I choose to release my aggression in a much more cost-effective way — with profanity. So why is this the best method I've found?
1. Because it doesn't cost any f*cking money.
Between insurance payments and upfront costs, therapy costs an arm and a leg. Who has the budget for this sh*t?
I have more important things to spend my money on. Like, um, food? And rent? And absolutely everything else with a price tag?
2. You release all your goddamn aggression in your present space.
You don't need to travel to a doctor's office to let out your aggression. You can do it wherever the f*ck you want. No travel, no problem.
3. Swearing doesn't tell you what the f*ck to do
When you're cursing, there's just one person in control. And who is this? Why, it's you, of course! When you hit up therapy, you're basically signing up for someone else to tell you how to live your life.
And let's be honest: How do these people really understand your entire life? They sit with you only on a weekly basis (if that) for an hour at a time.
4. Because cursing lets you call her a sh*thead to her face
You can complain and complain to your shrink about some bullsh*t your roommate or friend did, but does that actually solve the issue at hand? Absolutely not.
If you have an issue with someone, wouldn't the most productive thing be to discuss it with that person instead of a third party? You would think...
5. You'd rather scream 'assh*le' than sit on your ass.
In and out. You're all about efficiency, which is why you'd never find yourself sitting on the couch at a therapist's office. You want your sense of relief, and you want it right-f*cking-now.
You don't want to have to keep coming back to the same office, week after week, to discuss your feelings. You want to express them the moment you feel them!
6. Your f*cks don't judge you.
Despite what you may think, your therapist is probably judging you. I mean, isn't that essentially her/his job -- to listen to your words, actions and behaviors, and react (judge) accordingly? If I wanted to be judged, I'd still be dating my ex.
7. Swearing doesn't call you on your sh*t.
Listen, lady, I already know that what I'm saying is inappropriate. That's what makes a curse word, well, a curse word.

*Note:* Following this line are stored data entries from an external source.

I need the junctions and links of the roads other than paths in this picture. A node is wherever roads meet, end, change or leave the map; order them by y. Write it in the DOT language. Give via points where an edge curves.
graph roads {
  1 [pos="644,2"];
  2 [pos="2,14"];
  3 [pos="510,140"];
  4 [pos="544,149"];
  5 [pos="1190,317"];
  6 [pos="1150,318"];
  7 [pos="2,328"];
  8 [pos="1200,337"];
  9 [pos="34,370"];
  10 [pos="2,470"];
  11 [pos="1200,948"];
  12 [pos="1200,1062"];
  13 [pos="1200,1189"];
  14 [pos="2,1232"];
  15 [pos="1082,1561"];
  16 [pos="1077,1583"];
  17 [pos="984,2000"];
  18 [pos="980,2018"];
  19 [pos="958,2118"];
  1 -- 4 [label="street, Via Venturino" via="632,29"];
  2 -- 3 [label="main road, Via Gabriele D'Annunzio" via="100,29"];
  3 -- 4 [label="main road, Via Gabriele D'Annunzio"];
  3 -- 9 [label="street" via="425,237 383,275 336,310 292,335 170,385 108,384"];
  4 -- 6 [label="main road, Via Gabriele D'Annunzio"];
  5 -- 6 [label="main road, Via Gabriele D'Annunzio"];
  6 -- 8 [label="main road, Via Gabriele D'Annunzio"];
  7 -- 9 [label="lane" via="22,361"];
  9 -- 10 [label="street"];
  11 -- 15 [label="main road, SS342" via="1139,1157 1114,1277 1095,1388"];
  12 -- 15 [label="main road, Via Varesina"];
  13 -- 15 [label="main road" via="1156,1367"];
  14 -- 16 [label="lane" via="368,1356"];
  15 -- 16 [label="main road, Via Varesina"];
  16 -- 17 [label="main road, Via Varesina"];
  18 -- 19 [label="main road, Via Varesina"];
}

I'm just going to continue my life in the way I always have and see how it goes. Isn't trial and error the best method? I swear I was told that once in school.

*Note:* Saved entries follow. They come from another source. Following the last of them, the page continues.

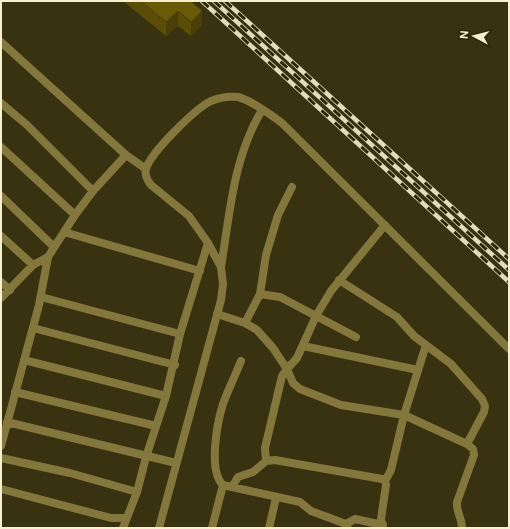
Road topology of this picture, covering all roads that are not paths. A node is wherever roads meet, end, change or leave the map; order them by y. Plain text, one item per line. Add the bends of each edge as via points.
1 (1, 42) edge
2 (1, 103) edge
3 (262, 110) junction
4 (1, 147) edge
5 (126, 155) junction
6 (146, 170) junction
7 (292, 187) dead end
8 (93, 191) junction
9 (1, 196) edge
10 (75, 215) junction
11 (385, 225) junction
12 (64, 232) junction
13 (1, 236) edge
14 (208, 243) junction
15 (54, 247) junction
16 (48, 257) junction
17 (33, 265) junction
18 (221, 267) junction
19 (200, 271) junction
20 (339, 280) junction
21 (1, 282) edge
22 (10, 290) junction
23 (260, 294) junction
24 (41, 297) junction
25 (1, 298) edge
26 (217, 314) junction
27 (316, 316) junction
28 (245, 323) junction
29 (33, 328) junction
30 (180, 334) junction
31 (356, 337) dead end
32 (303, 346) junction
33 (426, 346) junction
34 (509, 349) edge
35 (24, 360) junction
36 (241, 361) dead end
37 (175, 365) junction
38 (287, 369) junction
39 (413, 369) dead end
40 (16, 392) junction
41 (166, 396) junction
42 (404, 415) junction
43 (7, 422) junction
44 (156, 426) junction
45 (467, 444) junction
46 (1, 446) edge
47 (146, 457) junction
48 (1, 458) edge
49 (266, 461) junction
50 (176, 464) junction
51 (385, 481) junction
52 (222, 485) junction
53 (232, 487) junction
54 (1, 489) edge
55 (137, 492) junction
56 (276, 498) junction
57 (126, 518) junction
58 (347, 526) edge
59 (383, 527) edge
60 (123, 528) edge
61 (159, 528) edge
62 (212, 528) edge
63 (269, 528) edge
64 (462, 528) edge

1 - 5 street
2 - 8 street via 27,125
3 - 6 street via 238,97 221,98 210,102 198,110 160,147
3 - 11 street via 282,123
3 - 18 street via 242,150 237,168
4 - 10 street
5 - 6 street
5 - 8 street
6 - 14 street via 146,179 151,185 189,216
7 - 23 street via 278,215 266,255
8 - 10 street
9 - 15 street
10 - 12 street
11 - 20 street
11 - 34 street
12 - 15 street
12 - 19 street
13 - 17 street
14 - 18 street
14 - 19 street
15 - 16 street
16 - 17 street
16 - 24 street
17 - 22 street
18 - 26 street via 223,284
19 - 30 street
20 - 27 street
20 - 33 street via 397,317 407,331
21 - 22 street
22 - 25 street
23 - 27 street via 280,297
23 - 28 street
24 - 29 street
24 - 30 street
26 - 28 street
26 - 50 street
27 - 31 street
27 - 32 street
28 - 38 street via 265,338
29 - 35 street
29 - 37 street
30 - 37 street
32 - 38 street
32 - 39 street
33 - 42 street
33 - 45 street via 451,364 485,406
35 - 40 street
35 - 41 street
36 - 52 street via 223,405 218,429 215,470
37 - 41 street
38 - 42 street via 296,386 341,405
38 - 49 street via 280,384 265,448
40 - 43 street
40 - 44 street
41 - 44 street
42 - 45 street
42 - 51 street via 391,470
43 - 46 street
43 - 47 street
44 - 47 street
45 - 64 street via 473,449 474,455 456,508 462,520
47 - 50 street
47 - 55 street
48 - 55 street via 70,473
49 - 51 street via 275,460
49 - 53 street via 248,474 238,477
50 - 61 street
51 - 59 street via 381,519
52 - 53 street
52 - 62 street
53 - 56 street
54 - 57 street via 111,518
55 - 57 street via 130,515
56 - 58 street via 300,502 311,510
56 - 63 street
57 - 60 street
58 - 59 street via 355,519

8. I'd rather say 'bitch' than bitch about my problems.
Sometimes all you need to do to feel better is have an emotional outburst. You don't always want to have a nice, 'calm,' pleasant conversation with someone and rationally discuss how you feel.
Oh, and when it comes to your feelings, are you even capable of remaining this calm? Yeah? Speak for yourself.
9. Because sometimes I don't want a goddamn solution.
How many people do you hear whine and complain without doing anything to fix their problems? Sometimes we're just in that kind of mood!
10. I'd rather write my own f*cking prescriptions.
I don't need whatever pill you think I should be popping. I can self-medicate with cathartic language, thank you very much.
11. I'd rather get f*cked up than feel like a f*ck-up.
I'd prefer not to spend my money on someone who's just going to make me feel like an epic failure.
12. Making hellish remarks feels better than confronting my personal hell.
If you don't acknowledge your issues, they essentially don't exist...
13. I don't have time to make f*cking appointments.
Who has time in her f*cking schedule to see a shrink? I get out more aggression at the gym, and I'd rather not skip that.
14. I'd rather be able to f*cking express myself in the moment than save it for next week.
If you have a sudden urge to express yourself, shouldn't you be able to do it right in that very moment?
15. You can swear all the f*ck you want and never miss happy hour.
When it comes down to a choice between your therapy session and happy hour, we know exactly which route you want to take.